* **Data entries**
::::::::

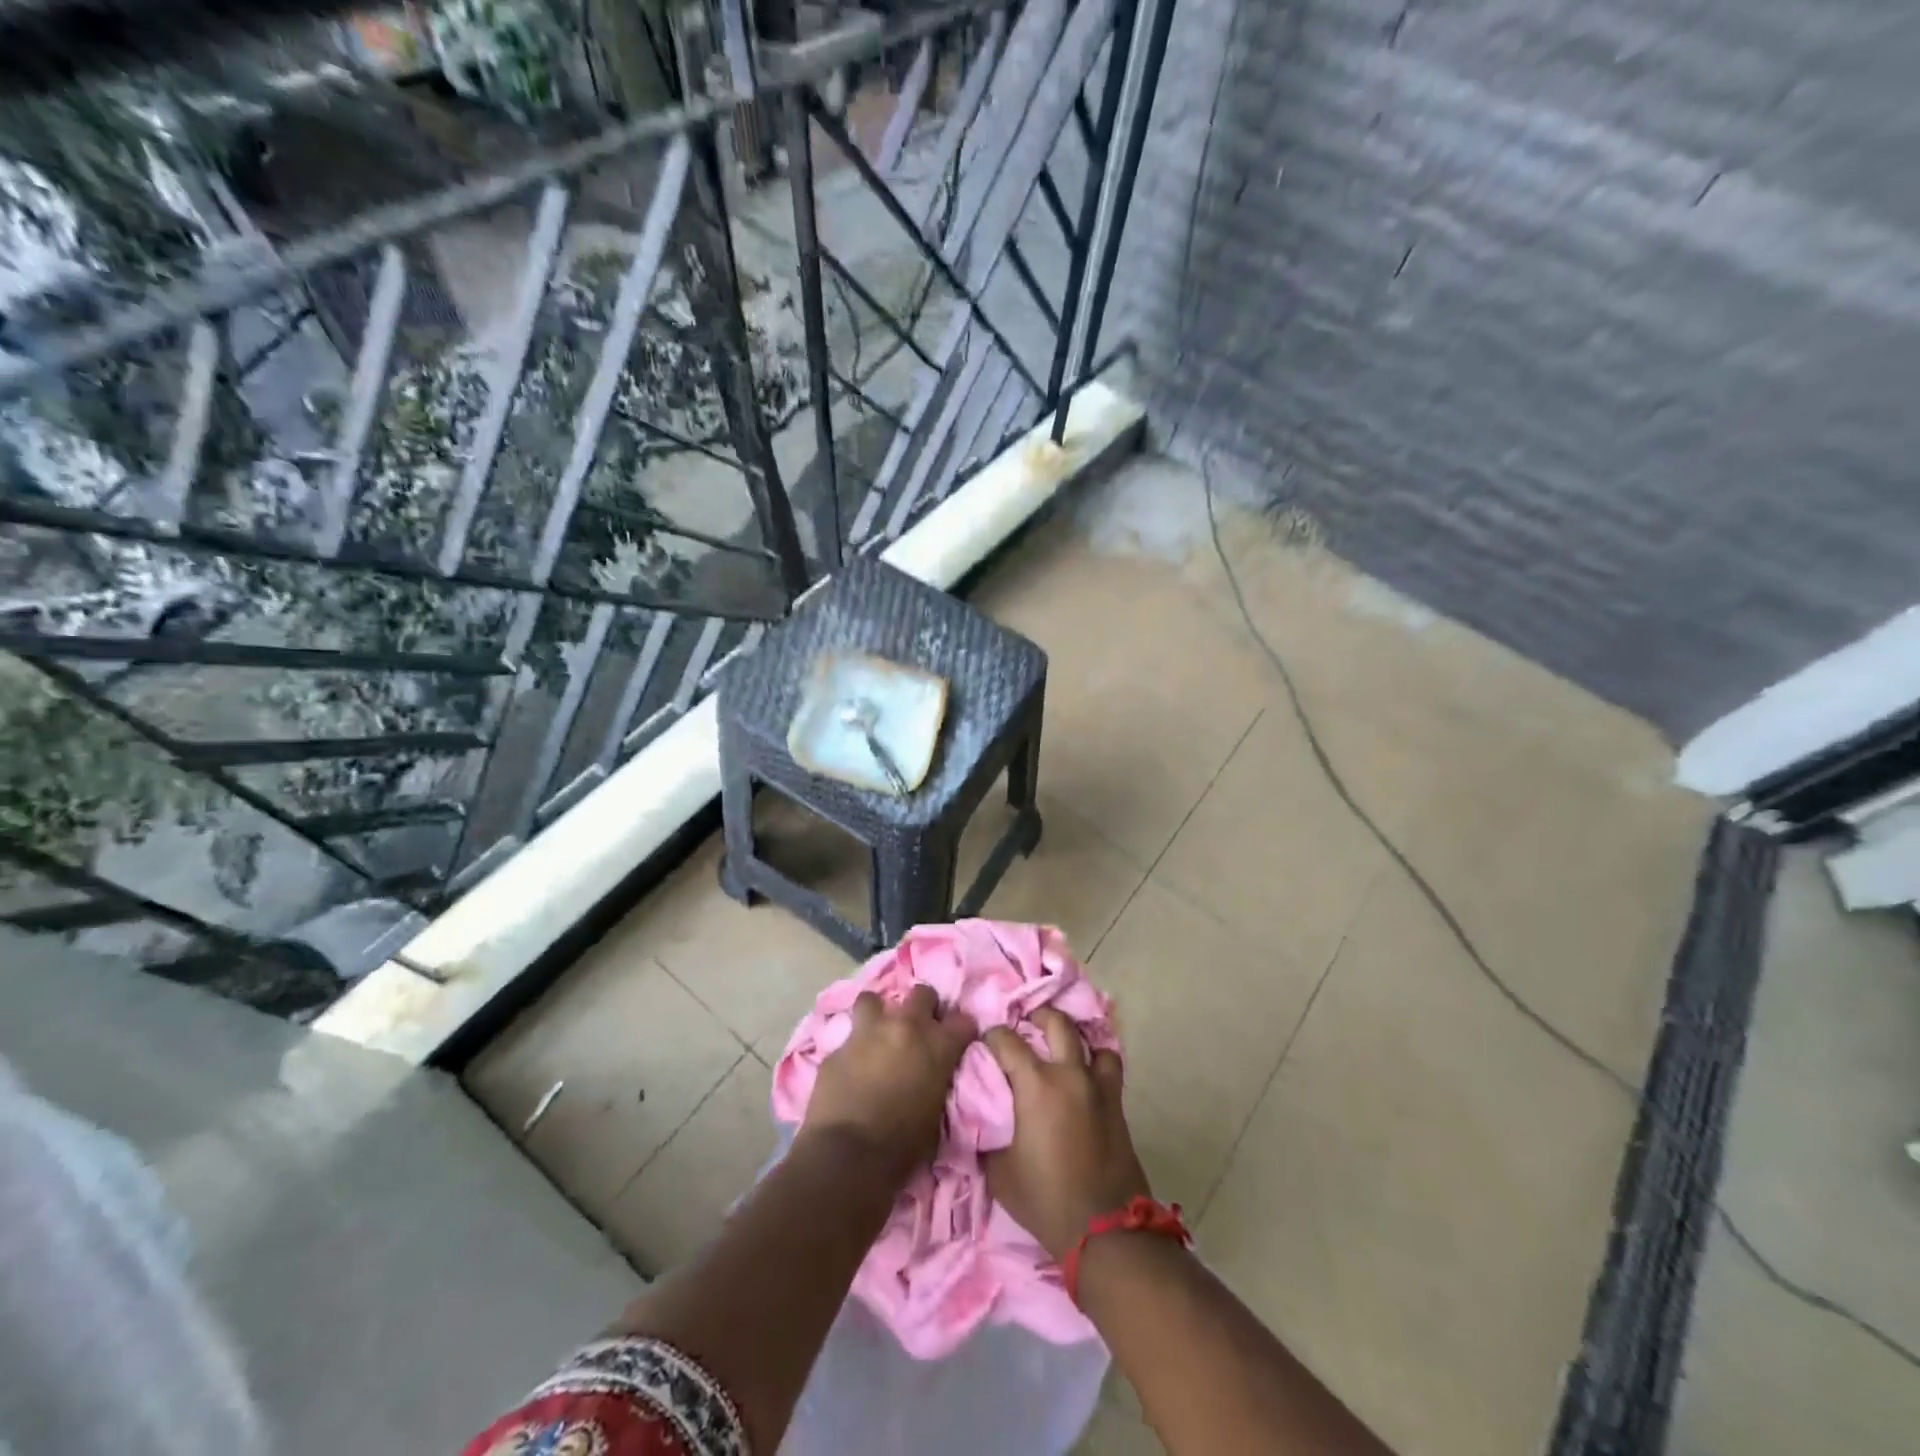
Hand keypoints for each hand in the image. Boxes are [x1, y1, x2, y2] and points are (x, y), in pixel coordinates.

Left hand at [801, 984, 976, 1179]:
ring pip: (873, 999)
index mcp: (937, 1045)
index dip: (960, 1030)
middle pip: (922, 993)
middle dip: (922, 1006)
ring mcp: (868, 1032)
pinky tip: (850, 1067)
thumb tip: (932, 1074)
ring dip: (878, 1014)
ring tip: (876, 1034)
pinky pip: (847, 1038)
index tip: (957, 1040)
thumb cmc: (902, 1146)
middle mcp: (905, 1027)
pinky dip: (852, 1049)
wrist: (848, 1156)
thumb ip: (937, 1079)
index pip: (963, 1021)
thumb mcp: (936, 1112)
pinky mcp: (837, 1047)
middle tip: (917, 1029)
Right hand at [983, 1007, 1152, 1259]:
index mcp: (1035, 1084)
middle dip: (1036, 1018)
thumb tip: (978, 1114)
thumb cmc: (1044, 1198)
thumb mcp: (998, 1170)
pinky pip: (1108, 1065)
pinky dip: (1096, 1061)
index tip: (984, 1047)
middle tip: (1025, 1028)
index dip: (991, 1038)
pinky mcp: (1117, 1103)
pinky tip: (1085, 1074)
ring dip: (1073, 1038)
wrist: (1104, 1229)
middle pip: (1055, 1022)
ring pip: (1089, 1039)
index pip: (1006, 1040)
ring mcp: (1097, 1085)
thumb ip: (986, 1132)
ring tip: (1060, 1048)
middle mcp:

::::::::

* **ACTIVITY**
Using the records above, copy all lines that include the word "index".

* **PROBLEM SOLUTION**
index mcp: (937, 1045)
index dip: (960, 1030)
index tip: (957, 1040)
index pip: (963, 1021)
index mcp: (1035, 1084)
index tip: (984, 1047)
index dip: (991, 1038)
index pip: (1006, 1040)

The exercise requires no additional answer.